## Data
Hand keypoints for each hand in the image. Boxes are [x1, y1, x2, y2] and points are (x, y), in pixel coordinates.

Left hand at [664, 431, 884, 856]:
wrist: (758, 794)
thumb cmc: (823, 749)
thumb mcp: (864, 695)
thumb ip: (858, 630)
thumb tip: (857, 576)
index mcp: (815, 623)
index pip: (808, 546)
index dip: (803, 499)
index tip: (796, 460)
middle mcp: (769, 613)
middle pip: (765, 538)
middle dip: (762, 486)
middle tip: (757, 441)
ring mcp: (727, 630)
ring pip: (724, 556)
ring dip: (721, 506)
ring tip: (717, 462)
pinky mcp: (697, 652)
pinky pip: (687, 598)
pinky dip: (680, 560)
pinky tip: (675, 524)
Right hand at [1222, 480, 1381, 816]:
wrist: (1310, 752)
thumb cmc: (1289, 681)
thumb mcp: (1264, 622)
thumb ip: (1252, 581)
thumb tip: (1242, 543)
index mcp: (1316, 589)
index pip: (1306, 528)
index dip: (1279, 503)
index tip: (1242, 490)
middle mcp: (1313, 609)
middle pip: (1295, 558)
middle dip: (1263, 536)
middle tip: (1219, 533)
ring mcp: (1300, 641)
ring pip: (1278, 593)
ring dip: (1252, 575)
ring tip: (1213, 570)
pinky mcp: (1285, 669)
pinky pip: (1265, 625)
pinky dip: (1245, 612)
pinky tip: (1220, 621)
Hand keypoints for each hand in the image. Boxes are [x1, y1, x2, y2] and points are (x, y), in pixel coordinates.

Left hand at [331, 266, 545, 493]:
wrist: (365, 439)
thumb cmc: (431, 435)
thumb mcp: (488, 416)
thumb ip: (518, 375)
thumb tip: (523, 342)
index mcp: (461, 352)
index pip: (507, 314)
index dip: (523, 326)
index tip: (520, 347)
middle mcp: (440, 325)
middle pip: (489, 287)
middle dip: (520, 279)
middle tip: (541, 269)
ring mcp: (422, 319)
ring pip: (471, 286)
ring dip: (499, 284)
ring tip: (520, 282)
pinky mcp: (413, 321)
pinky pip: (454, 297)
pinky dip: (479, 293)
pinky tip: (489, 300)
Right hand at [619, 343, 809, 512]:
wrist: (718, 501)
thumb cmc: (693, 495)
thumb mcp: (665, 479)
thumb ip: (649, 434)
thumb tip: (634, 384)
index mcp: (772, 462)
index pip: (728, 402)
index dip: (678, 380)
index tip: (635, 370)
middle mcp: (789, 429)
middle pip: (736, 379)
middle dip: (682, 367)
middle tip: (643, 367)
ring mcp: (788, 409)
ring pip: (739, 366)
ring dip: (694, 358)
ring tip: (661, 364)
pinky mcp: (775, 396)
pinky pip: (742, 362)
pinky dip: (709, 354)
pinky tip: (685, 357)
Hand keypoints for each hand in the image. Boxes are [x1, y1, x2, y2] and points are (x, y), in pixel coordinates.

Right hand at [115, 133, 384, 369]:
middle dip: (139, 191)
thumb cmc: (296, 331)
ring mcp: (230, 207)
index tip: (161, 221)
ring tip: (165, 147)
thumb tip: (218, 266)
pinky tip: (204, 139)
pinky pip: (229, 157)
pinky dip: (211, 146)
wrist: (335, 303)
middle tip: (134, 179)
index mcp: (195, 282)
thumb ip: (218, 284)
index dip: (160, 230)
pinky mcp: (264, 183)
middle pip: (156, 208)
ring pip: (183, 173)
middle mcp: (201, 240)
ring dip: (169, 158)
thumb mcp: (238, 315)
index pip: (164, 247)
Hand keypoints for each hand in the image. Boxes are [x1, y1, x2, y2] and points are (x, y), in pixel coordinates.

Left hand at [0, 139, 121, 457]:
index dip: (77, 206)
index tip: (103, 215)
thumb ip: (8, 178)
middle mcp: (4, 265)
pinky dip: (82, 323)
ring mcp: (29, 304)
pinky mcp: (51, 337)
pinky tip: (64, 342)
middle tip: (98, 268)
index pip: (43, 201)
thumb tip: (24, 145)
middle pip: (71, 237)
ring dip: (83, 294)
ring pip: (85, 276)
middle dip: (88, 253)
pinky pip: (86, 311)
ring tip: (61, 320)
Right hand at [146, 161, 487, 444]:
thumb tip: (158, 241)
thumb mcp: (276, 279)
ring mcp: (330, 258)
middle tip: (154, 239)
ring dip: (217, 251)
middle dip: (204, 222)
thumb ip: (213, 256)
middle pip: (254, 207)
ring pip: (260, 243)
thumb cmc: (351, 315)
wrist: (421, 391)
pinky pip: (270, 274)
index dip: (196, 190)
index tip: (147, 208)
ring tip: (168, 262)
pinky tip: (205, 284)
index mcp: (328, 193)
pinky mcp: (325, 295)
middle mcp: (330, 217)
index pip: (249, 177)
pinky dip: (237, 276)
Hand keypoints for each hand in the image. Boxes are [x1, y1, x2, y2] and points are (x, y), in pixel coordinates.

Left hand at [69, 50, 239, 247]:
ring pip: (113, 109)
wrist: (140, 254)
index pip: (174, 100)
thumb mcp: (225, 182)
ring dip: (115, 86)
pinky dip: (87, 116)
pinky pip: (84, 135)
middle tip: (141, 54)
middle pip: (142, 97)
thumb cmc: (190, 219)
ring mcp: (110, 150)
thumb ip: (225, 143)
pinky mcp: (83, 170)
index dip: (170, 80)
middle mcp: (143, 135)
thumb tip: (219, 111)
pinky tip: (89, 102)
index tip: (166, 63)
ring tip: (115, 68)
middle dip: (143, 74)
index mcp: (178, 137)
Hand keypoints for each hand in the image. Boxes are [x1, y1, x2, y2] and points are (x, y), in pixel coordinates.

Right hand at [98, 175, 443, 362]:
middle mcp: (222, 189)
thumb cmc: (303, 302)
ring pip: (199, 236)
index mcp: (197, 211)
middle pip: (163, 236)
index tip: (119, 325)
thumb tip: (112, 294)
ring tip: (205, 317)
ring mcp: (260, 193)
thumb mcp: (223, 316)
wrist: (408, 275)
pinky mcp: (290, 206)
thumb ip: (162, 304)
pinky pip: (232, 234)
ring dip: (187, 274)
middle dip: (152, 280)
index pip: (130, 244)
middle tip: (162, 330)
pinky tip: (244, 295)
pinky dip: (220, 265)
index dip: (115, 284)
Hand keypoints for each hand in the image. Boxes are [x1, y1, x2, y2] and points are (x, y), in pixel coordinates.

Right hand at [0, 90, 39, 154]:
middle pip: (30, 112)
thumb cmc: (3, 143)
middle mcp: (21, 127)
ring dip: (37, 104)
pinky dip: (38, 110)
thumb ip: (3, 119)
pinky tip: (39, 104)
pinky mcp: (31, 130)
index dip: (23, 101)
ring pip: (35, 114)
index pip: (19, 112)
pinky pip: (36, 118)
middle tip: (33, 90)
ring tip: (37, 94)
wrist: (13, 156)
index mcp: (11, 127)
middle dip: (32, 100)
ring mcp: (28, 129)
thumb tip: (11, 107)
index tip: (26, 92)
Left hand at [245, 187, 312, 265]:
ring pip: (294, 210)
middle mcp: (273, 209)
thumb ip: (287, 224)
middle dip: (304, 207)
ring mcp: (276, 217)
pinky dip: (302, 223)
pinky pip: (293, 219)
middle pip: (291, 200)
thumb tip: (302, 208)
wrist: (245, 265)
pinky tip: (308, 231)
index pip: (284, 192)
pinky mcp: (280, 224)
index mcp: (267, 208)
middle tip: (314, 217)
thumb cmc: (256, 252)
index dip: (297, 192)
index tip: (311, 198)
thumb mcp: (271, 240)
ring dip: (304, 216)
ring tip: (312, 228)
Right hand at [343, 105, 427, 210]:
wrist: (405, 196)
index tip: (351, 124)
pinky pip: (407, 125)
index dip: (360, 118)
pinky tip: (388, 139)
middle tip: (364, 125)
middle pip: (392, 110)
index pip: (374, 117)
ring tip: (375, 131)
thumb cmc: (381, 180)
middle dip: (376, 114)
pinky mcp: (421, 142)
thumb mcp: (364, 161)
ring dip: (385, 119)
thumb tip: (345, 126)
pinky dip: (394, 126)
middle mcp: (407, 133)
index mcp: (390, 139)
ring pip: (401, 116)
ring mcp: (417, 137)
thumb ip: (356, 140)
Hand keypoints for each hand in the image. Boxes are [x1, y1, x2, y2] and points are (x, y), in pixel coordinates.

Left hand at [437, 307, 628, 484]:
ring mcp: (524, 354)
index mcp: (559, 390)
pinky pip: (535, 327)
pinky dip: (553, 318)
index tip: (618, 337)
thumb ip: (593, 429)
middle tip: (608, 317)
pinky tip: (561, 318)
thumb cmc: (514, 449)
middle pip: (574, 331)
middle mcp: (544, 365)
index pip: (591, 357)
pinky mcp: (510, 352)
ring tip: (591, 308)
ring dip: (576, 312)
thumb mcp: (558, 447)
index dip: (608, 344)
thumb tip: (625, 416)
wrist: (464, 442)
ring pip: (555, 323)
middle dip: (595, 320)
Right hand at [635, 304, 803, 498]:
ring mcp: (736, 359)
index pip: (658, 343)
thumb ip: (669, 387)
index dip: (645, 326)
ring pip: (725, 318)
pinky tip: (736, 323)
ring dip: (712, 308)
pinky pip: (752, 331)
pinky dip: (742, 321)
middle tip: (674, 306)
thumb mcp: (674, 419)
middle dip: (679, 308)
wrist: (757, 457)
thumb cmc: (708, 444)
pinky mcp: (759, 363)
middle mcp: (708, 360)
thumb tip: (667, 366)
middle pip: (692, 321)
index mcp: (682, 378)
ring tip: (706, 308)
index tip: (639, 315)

## Prompt
Retype the lines of the material from the one containing "ring dip: (385, 119)" through the last line, exactly, and give no other lines.

## Task answer
ring dip: (385, 119)
thumb tip: (345, 126)
pinky dip: (394, 126)
middle mcp: (407, 133)
index mcp: (390, 139)
ring pip: (401, 116)
ring mcp: (417, 137)
thumb ip: (356, 140)
Hand keypoints for each hand in the image. Boxes are [x1, y1, x2, y2] and points are (x, y), in pixel coordinates.

Left hand at [437, 307, 628, 484]:
ring mcp: (524, 354)
index mcp: (559, 390)
pinky pip: (535, 327)
pinky dip: (553, 318)
index tip: (618, 337)
thumb ip: (593, 429)
middle tip: (608, 317)
pinky tip: (561, 318)
thumb cmc: (514, 449)
middle pip: (574, 331)
middle mcp: (544, 365)
index pip: (591, 357)
pinky mcp: (510, 352)
ring tip: (591, 308)
ring dip: (576, 312)
thumb mcp: (558, 447)
index dip: (608, 344)
thumb tip: (625, 416)
wrist: (464, 442)
ring pip: (555, 323)
middle dip: (595, 320)
Right hand at [635, 304, 803, 498]:
ring mcp: (736, 359)
index pip: (658, 343)
thumb ip: (669, 387)
index dip: (645, 326)
ring pip: (725, 318)
pinky tip: (736, 323)
ring dip: (712, 308)
pinky pip: (752, 331)
pinky dip: (742, 321)
middle tip: (674, 306)
thumb mcp: (674, 419)
middle dip: (679, 308)
wrist: (757, 457)
thumb cmc: (708, 444)
pinky mcp: (759, 363)
middle mcp: (708, 360)
thumb tip: (667, 366)
middle pip: (692, 321)
index mcp: (682, 378)
ring tip: (706, 308)
index tip: (639, 315)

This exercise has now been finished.